**THE PROBLEM**
Restate the listing below exactly, images excluded.
Segment Start: SOURCE DATA
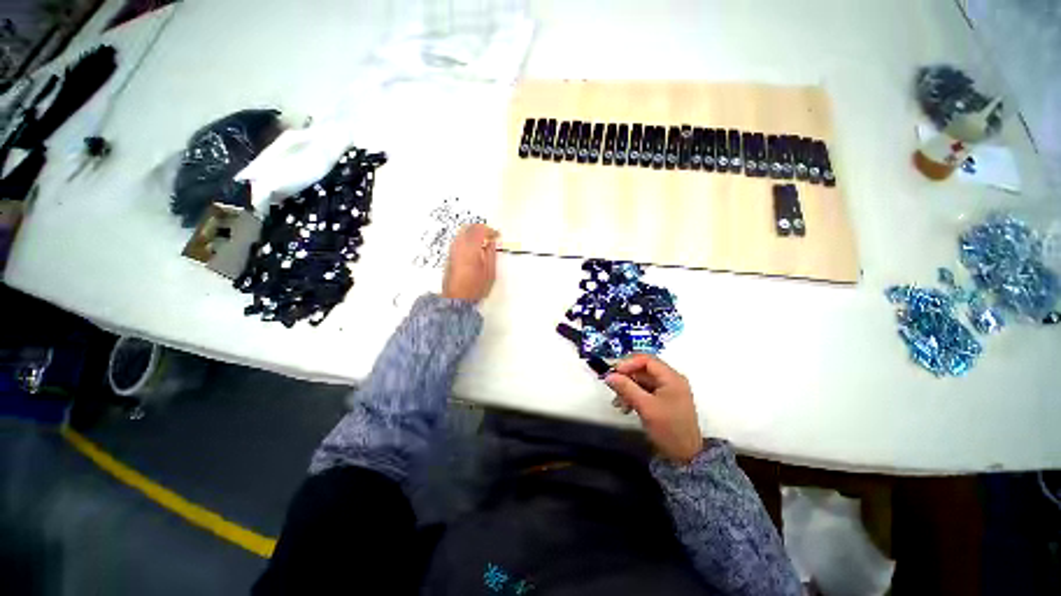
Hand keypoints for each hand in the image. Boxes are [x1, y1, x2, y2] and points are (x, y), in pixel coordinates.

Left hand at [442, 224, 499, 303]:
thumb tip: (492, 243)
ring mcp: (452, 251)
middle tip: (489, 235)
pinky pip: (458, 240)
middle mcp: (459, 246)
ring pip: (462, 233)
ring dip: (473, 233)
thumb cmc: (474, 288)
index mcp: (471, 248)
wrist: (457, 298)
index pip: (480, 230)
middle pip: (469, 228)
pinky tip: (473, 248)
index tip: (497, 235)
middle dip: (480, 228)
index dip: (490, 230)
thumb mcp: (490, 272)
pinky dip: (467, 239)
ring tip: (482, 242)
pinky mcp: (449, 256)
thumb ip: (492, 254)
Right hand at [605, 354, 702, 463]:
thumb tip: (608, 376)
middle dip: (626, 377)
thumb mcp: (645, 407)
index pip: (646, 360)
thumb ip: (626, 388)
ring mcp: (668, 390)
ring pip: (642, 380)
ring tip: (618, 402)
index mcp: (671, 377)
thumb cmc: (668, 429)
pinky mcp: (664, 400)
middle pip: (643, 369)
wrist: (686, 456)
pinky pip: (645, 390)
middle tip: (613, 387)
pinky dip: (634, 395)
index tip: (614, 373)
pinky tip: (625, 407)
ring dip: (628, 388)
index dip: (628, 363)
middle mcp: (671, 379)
Segment End: SOURCE DATA
**PROBLEM SOLUTION**
Hand keypoints for each hand in the image. Boxes are [x1, y1, x2, y2] and points are (x, y), in pixel coordinates.

Left hand at [442, 224, 499, 303]:
thumb tip: (492, 243)
ring mcp: (452, 251)
middle tip: (489, 235)
pinky pip: (458, 240)
middle mcp: (459, 246)
ring pip: (462, 233)
ring dip: (473, 233)
thumb cmc: (474, 288)
index mcp: (471, 248)
wrist: (457, 298)
index pip: (480, 230)
middle pip: (469, 228)
pinky tip: (473, 248)
index tip: (497, 235)
middle dip: (480, 228)
index dip: (490, 230)
thumb mcp: (490, 272)
pinky dip: (467, 239)
ring tip: (482, 242)
pinky mcp: (449, 256)
thumb ip: (492, 254)
Right hand at [605, 354, 702, 463]:
thumb tip: (608, 376)
middle dip: (626, 377)
thumb mcp: (645, 407)
index pip: (646, 360)
thumb ip: (626, 388)
ring mcp: (668, 390)
ring pip: (642, 380)
ring tip: (618, 402)
index mcp: (671, 377)
thumb cmc: (668, 429)
pinky mcp: (664, 400)
middle pip: (643, 369)
wrist: (686, 456)
pinky pip: (645, 390)
middle tip: (613, 387)
pinky dip: (634, 395)
index tip: (614, 373)
pinky tip: (625, 407)
ring dip: (628, 388)
index dip: (628, 363)
middle mcp: (671, 379)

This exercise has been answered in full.